> **Dataset entries**:
== Segment start ==

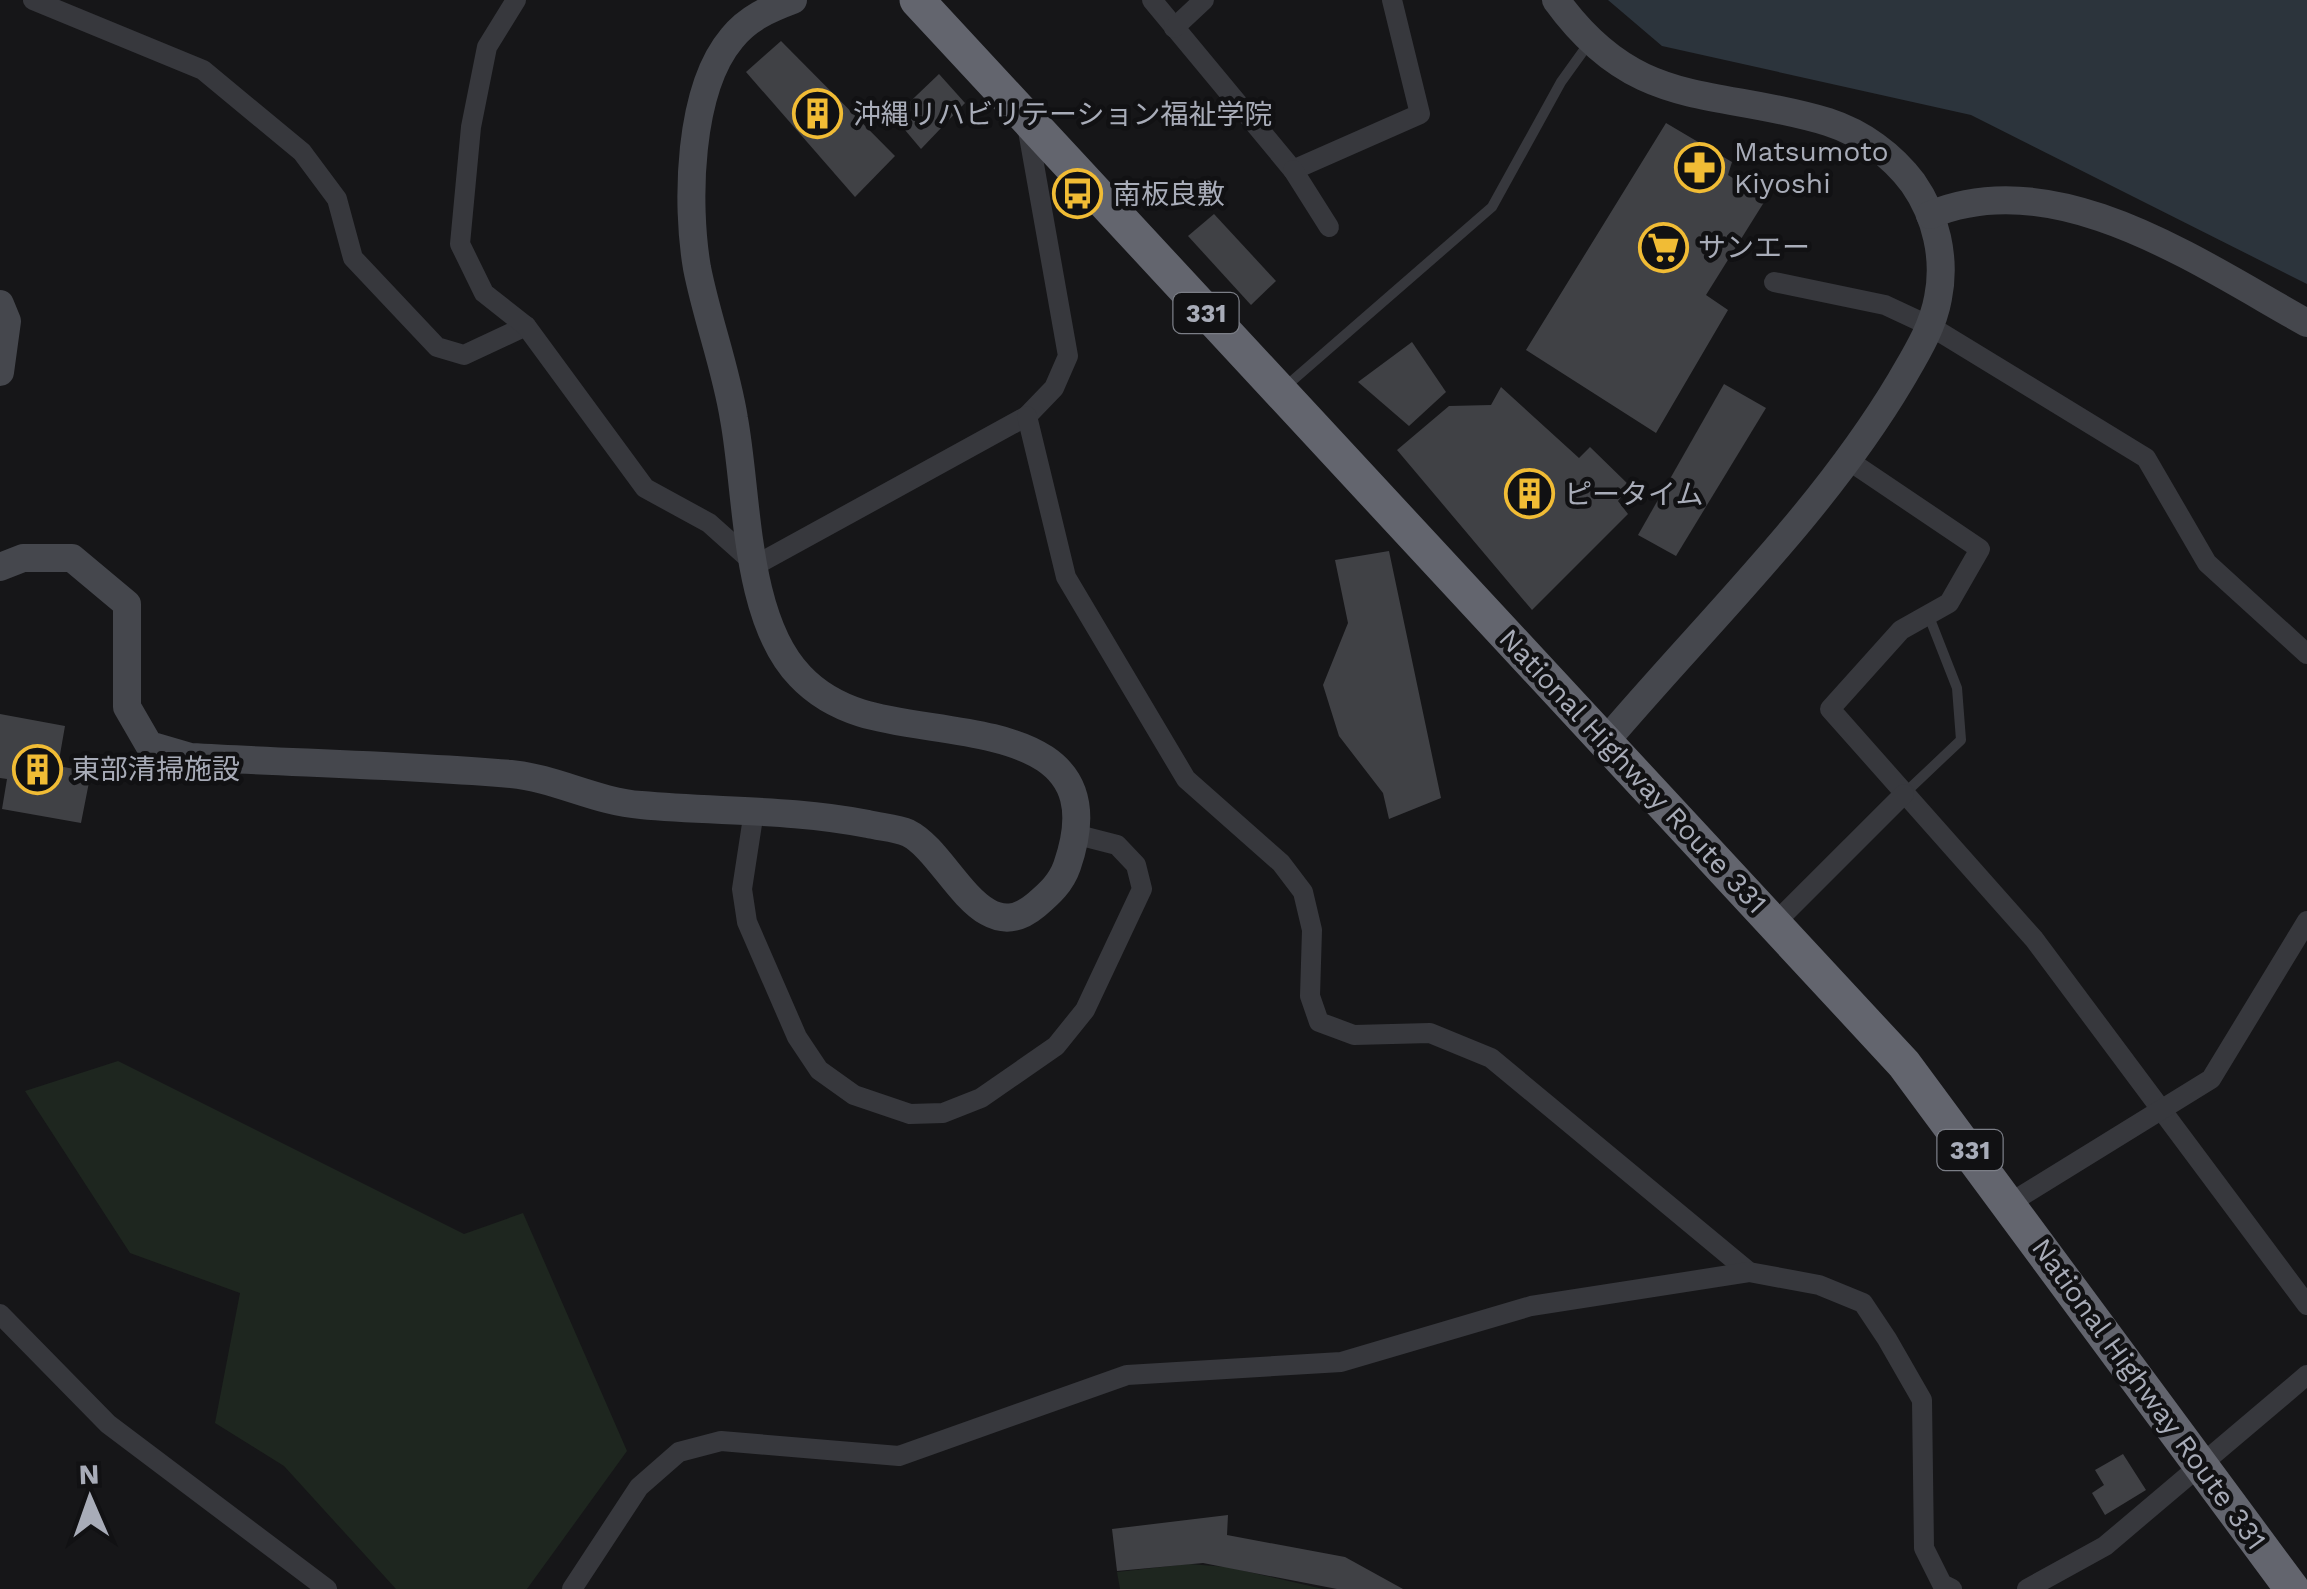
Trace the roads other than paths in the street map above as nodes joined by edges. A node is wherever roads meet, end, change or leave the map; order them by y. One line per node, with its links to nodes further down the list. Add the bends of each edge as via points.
1 (33, 0): 18 (street, via 203,70 302,152 337,199 353,258 437,347 464,355)
2 (516, 0): 18 (street, via 486,47 460,244 484,293)
3 (792, 0): 24 (street, via 759,14 723,50 699,121 692,175 698,272 730,398)
4 (917, 0): 11 (highway, National Highway Route 331 / 331)
5 (1152, 0): 9 (street)
6 (1204, 0): 9 (street)
7 (1392, 0): 12 (street, via 1420,114)
8 (1556, 0): 10 (street)
9 (1174, 28): 12 (street)
10 (1590, 43): 13 (street, via 1657,85 1857,134 1907,175); 21 (lane, via 1492,207)
11 (1027, 123): 21 (highway, National Highway Route 331 / 331); 22 (street, via 1068,356 1054,388)
12 (1293, 170): 14 (street)
13 (1930, 215): 17 (street, via 1975,200 2041,199 2102,218); 19 (street, via 1941,263)
14 (1330, 228)
15 (1774, 282): 19 (street, via 1884,305)
16 (0, 304): 20 (street, via 7,321)
17 (2307, 323)
18 (526, 326): 24 (street, via 645,488 710,523)
19 (1930, 326): 23 (street); 27 (street, via 2146,458 2207,563)
20 (0, 372)
21 (1281, 391): 28 (highway, National Highway Route 331 / 331)
22 (1027, 416): 24 (street); 36 (street, via 1066,577 1186,779 1281,862 1303,892 1312,930 1310,996 1319,1022 1354,1035 1430,1033 1492,1058)
23 (1848, 460): 26 (street, via 1980,550 1950,602); 28 (street)
24 (756, 565): 31 (street, via 778,647 815,690 864,714 1029,746 1056,768 1070,792)
25 (0, 566): 30 (street, via 23,558 72,558 127,604 127,707 149,745 190,757 517,774 634,805)
26 (1928, 614): 29 (lane, via 1956,688 1960,740); 29 (street, via 1901,630 1830,709)
27 (2307, 654)
28 (1605, 742): 33 (highway, National Highway Route 331 / 331)
29 (1904, 794): 33 (street); 34 (street, via 2034,939)
30 (754, 812): 31 (street, via 815,814 909,833 979,910 1002,917 1028,911 1062,881); 31 (street, via 742,889 746,922 797,1037 820,1070 854,1095 910,1114 944,1113 981,1098 1056,1046 1085,1010 1142,889 1136,865 1116,845)
31 (1078, 835)
32 (2307, 921): 34 (street, via 2211,1079)
33 (1775, 924): 35 (highway, National Highway Route 331 / 331, via 1904,1064)
34 (2160, 1110): 35 (street); 37 (street)
35 (2010, 1203): 40 (highway, National Highway Route 331 / 331)
36 (1749, 1272): 42 (street, via 1531,1306 1340,1362 1127,1375 899,1456 721,1442 679,1452 639,1487); 43 (street, via 1819,1285 1863,1303 1888,1339 1922,1400 1924,1548 1942,1584)
37 (2307, 1305)
38 (0, 1314): 41 (street, via 108,1424)
39 (2307, 1375): 40 (street)
40 (2202, 1468): 44 (street, via 2105,1546); 45 (highway, National Highway Route 331 / 331)
41 (327, 1589)
42 (572, 1589)
43 (1952, 1589)
44 (2026, 1589)
45 (2292, 1589)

== Segment end ==

> **Problem to solve**:
What is needed is the number of lines above that include the string "lane", and nothing else.

> **Answer to the exercise**:
2